POR MARIO MARTÍN GIJÓN
Como ha estudiado reciente y exhaustivamente Andreu Navarra, la «rusofilia española», que tenía ya numerosos precedentes en el siglo xix, se dispara con la Revolución soviética, que convertirá al gigante eurasiático en modelo alternativo de sociedad.[1] La crisis de 1929 hará que muchos consideren el desarrollo a base de planes quinquenales y colectivización forzada como un ejemplo que se debe seguir, y la consolidación de Stalin en el poder coincidirá con la mayor fascinación por la URSS en la Europa occidental.
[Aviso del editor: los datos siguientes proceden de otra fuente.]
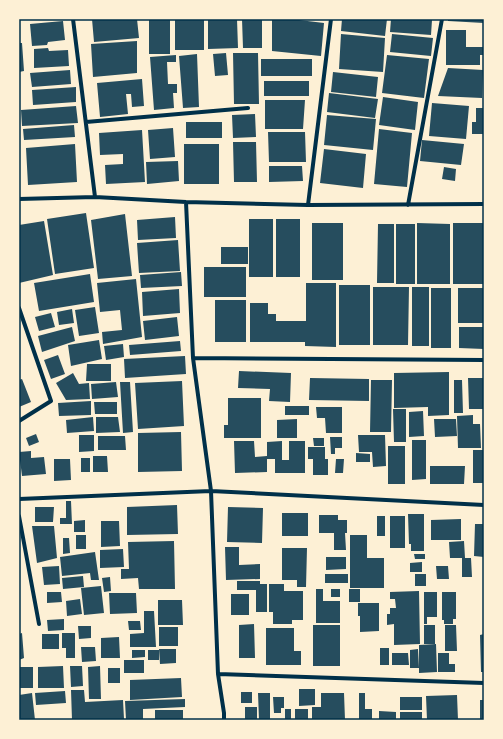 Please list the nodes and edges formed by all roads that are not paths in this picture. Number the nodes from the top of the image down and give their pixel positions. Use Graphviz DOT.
graph roads {
  1 [pos="73,19"];
  2 [pos="331,19"];
  3 [pos="442,19"];
  4 [pos="248,108"];
  5 [pos="86,122"];
  6 [pos="95,197"];
  7 [pos="19,199"];
  8 [pos="186,202"];
  9 [pos="484,204"];
  10 [pos="308,205"];
  11 [pos="408,205"];
  12 [pos="19,308"];
  13 [pos="193,358"];
  14 [pos="484,360"];
  15 [pos="19,421"];
  16 [pos="211,491"];
  17 [pos="19,499"];
  18 [pos="484,505"];
  19 [pos="19,516"];
  20 [pos="39,624"];
  21 [pos="218,674"];
  22 [pos="484,683"];
  23 [pos="224,720"];
  1 -- 5 [label="street"];
  2 -- 10 [label="street"];
  3 -- 11 [label="street"];
  4 -- 5 [label="street"];
  5 -- 6 [label="street"];
  6 -- 7 [label="street"];
  6 -- 8 [label="street"];
  8 -- 10 [label="street"];
  8 -- 13 [label="street"];
  9 -- 11 [label="street"];
  10 -- 11 [label="street"];
  12 -- 15 [label="street"];
  13 -- 14 [label="street"];
  13 -- 16 [label="street"];
  16 -- 17 [label="street"];
  16 -- 18 [label="street"];
  16 -- 21 [label="street"];
  19 -- 20 [label="street"];
  21 -- 22 [label="street"];
  21 -- 23 [label="street"];
}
Muy distinta, menos ingenua, era la percepción en países más cercanos donde, al contrario que en Francia o España, se conocía la realidad de un régimen que en aras de su industrialización hacía morir de hambre a millones de campesinos ucranianos y kazajos, desplazaba a grupos enteros de población e inoculaba en toda su población un miedo cerval, por lo arbitrario de sus decisiones judiciales y políticas. Nada de esto veían los peregrinos occidentales que se dejaban conducir ovinamente por los guías soviéticos, indefectiblemente en tareas de vigilancia y espionaje. Hoy sentimos grima y vergüenza ajena al leer cómo Rafael Alberti define su llegada a la URSS, en 1931, en una época en que Stalin había ya eliminado toda oposición interna y donde ya se habían llevado a cabo los primeros procesos contra supuesto sabotaje, como «un viaje del fondo de la noche al centro de la luz».[2] La conversión de Alberti al estalinismo se tradujo en una reformulación radical de su concepción de la poesía, comenzando a elaborar su autorrepresentación como «poeta en la calle», concretada en el poemario Consignas (1933) donde sistemáticamente opone la miseria, por ejemplo, de «los niños de Extremadura» o los «campesinos de Zorita», con el idealizado modelo soviético donde sólo existían la felicidad y la abundancia.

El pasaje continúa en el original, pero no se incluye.